Now, for stream.py I wanted to add some parameters. I wanted to be able to set at the very least the terms we’d be watching twitter for but if I was adding parameters anyway it made sense to take the database username, password, SID, host and port too. I did hard-code the API application keys and I’ve removed them here so you’ll need to add your own if you re-use this code.

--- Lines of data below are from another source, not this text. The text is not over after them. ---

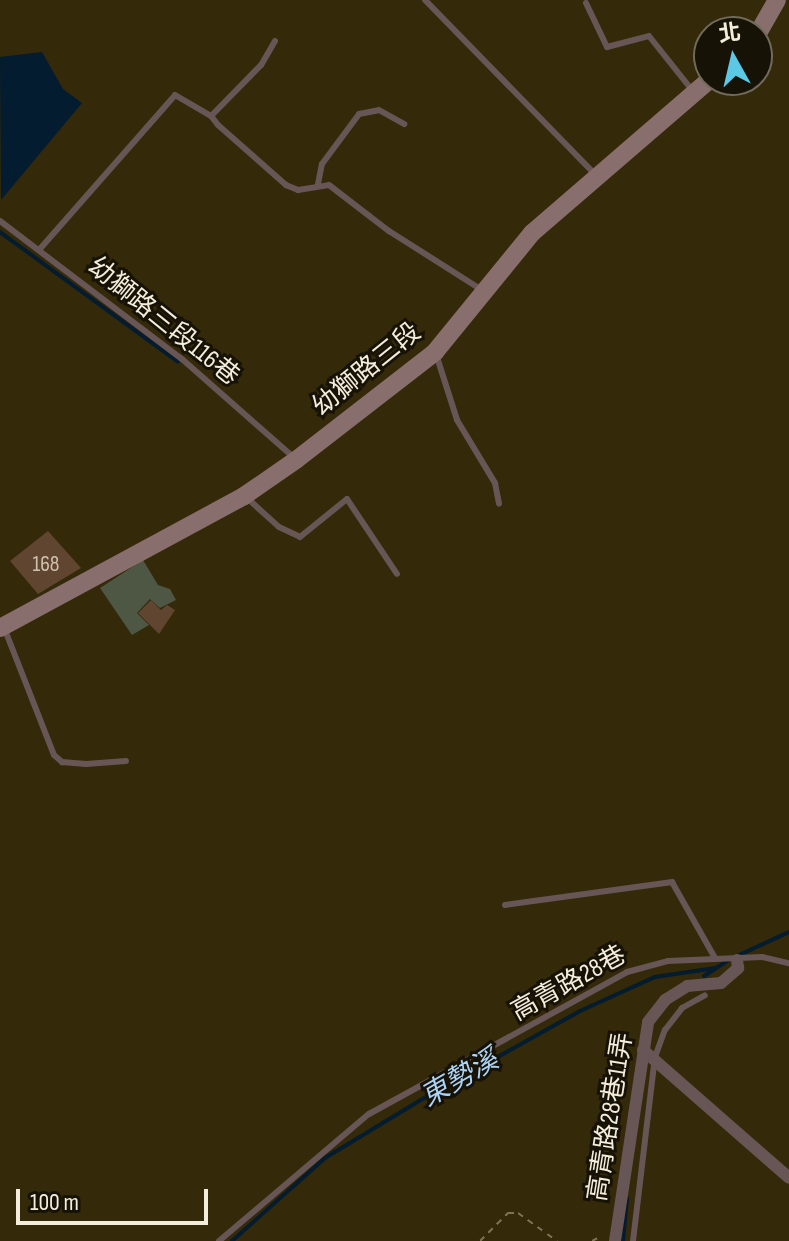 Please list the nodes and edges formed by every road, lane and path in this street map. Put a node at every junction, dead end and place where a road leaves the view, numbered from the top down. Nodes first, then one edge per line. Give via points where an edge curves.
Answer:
1 (425, 0) edge
2 (586, 3) dead end
3 (275, 41) dead end
4 (693, 91) edge
5 (693, 95) edge
6 (211, 116) junction
7 (404, 124) dead end
8 (599, 177) junction
9 (318, 184) junction
10 (0, 221) edge
11 (39, 250) junction
12 (486, 292) junction
13 (435, 352) junction
14 (296, 460) junction
15 (244, 496) junction
16 (499, 504) dead end
17 (397, 574) dead end
18 (2, 627) edge
19 (126, 761) dead end
20 (505, 905) dead end
21 (715, 959) junction
22 (737, 960) junction
23 (789, 963) edge
24 (705, 995) dead end
25 (643, 1050) junction
26 (655, 1057) junction
27 (789, 1178) edge
28 (219, 1241) edge
29 (480, 1241) edge
30 (557, 1241) edge
31 (615, 1241) edge
32 (633, 1241) edge

1 - 8 lane
2 - 4 lane via 607,47 649,36
3 - 6 lane via 261,65
5 - 8 street, 幼獅路三段
6 - 9 lane via 286,185 298,190
6 - 11 lane via 175,95
7 - 9 lane via 379,110 359,114 322,164
8 - 12 street, 幼獅路三段 via 532,233
9 - 12 lane via 329,185 389,231
10 - 11 lane, 幼獅路三段116巷
11 - 14 lane, 幼獅路三段116巷 via 182,359
12 - 13 street, 幼獅路三段
13 - 14 street, 幼獅路三段
13 - 16 lane via 457,420 495,483
14 - 15 street, 幼獅路三段
15 - 17 lane via 279,527 300,537 347,499
15 - 18 street, 幼獅路三段
18 - 19 lane via 54,755 62,762
20 - 21 lane via 672,882
21 - 22 lane, 高青路28巷
21 - 28 lane, 高青路28巷 via 668,961 627,972 369,1114
22 - 23 lane, 高青路28巷 via 762,957
22 - 25 street, 高青路28巷11弄 via 738,968 721,983 687,986 665,1000 648,1022
24 - 26 lane via 682,1008 665,1030
25 - 26 street
25 - 31 street, 高青路28巷11弄
26 - 27 street
26 - 32 lane
29 - 30 path via 508,1213 518,1213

Here’s the final python code.
#import libraries
from tweepy import Stream
from tweepy import OAuthHandler
from tweepy.streaming import StreamListener
import cx_Oracle
import datetime
import json
import argparse
#parse arguments
parser = argparse.ArgumentParser(description='Import live tweets to Oracle database')
parser.add_argument('-p', action='store', dest='password', help="Password for database user", default="secret")
parser.add_argument('-u', action='store', dest='username', help="Username for database user", default="twitter_user")
parser.add_argument('-s', action='store', dest='sid', help="Database SID", default="ORCL")
parser.add_argument('-m', action='store', dest='host', help="Database host", default="localhost")
parser.add_argument('-n', action='store', dest='port', help="Database port", default="1521")
parser.add_argument('-w', action='store', dest='words', help="Twitter search words", default="dinosaur")
inputs = parser.parse_args()
#connection string for database
conn_str=inputs.username + '/' + inputs.password + '@' + inputs.host + ':' + inputs.port + '/' + inputs.sid
#get me a connection
conn =cx_Oracle.connect(conn_str)
#turn on autocommit
conn.autocommit=1
#object for executing sql
c=conn.cursor()
#clob variable
bvar=c.var(cx_Oracle.CLOB)
#twitter api application keys
#consumer key, consumer secret, access token, access secret.
ckey='Dont'
csecret='Tell'
atoken='Anybody'
asecret='The Password'
#listen to the stream
class listener(StreamListener):
#get some
def on_data(self, data):
try:
#barf response insto json object
all_data = json.loads(data)
#parse out tweet text, screenname and tweet id
tweet = all_data["text"]
if (all_data["user"]["screen_name"]) is not None:
username = all_data["user"]["screen_name"]
else:
username = 'No User'
tid = all_data["id"]
#set clob variable to json doc
bvar.setvalue(0,data)
try:
#create sql string with bind for clob var
sql_str="INSERT INTO EAT_MY_TWEET (ID,USERNAME,TWEET_JSON) Values("+str(tid)+",q'["+username.encode('utf-8').strip()+"]',:EATIT)"
#insert into database
c.execute(sql_str,[bvar])
except Exception:
sys.exc_clear()
#watch tweets go by in console
print((username,tweet))
#in case you want to print response
#print(data)
return(True)
except Exception:
sys.exc_clear()
def on_error(self, status):
print status
# print(data)
# print sql_str
#log in to twitter api
auth = OAuthHandler(ckey, csecret)
auth.set_access_token(atoken, asecret)
#fire it up
twitterStream = Stream(auth, listener())
#what to search for (not case sensitive)
#comma separated for words use
# for hashtag
#phrases are words separated by spaces (like this comment)
twitterStream.filter(track=[inputs.words])
With all these files in the same directory I can build the Docker image using this command:
docker build -t my-stream-app .
And then I can run the container with all default parameters as follows:
docker run -it --rm --name my-running-app my-stream-app
And with parameter substitutions:
docker run -it --rm --name my-running-app my-stream-app -w oracle,docker,dinosaur
And voila. I’m really glad I did this as the machine my database and python script were on was time-limited and it was destroyed. It’ll be really easy now for me to spin up a new database, create the user and table and run this container with new parameters.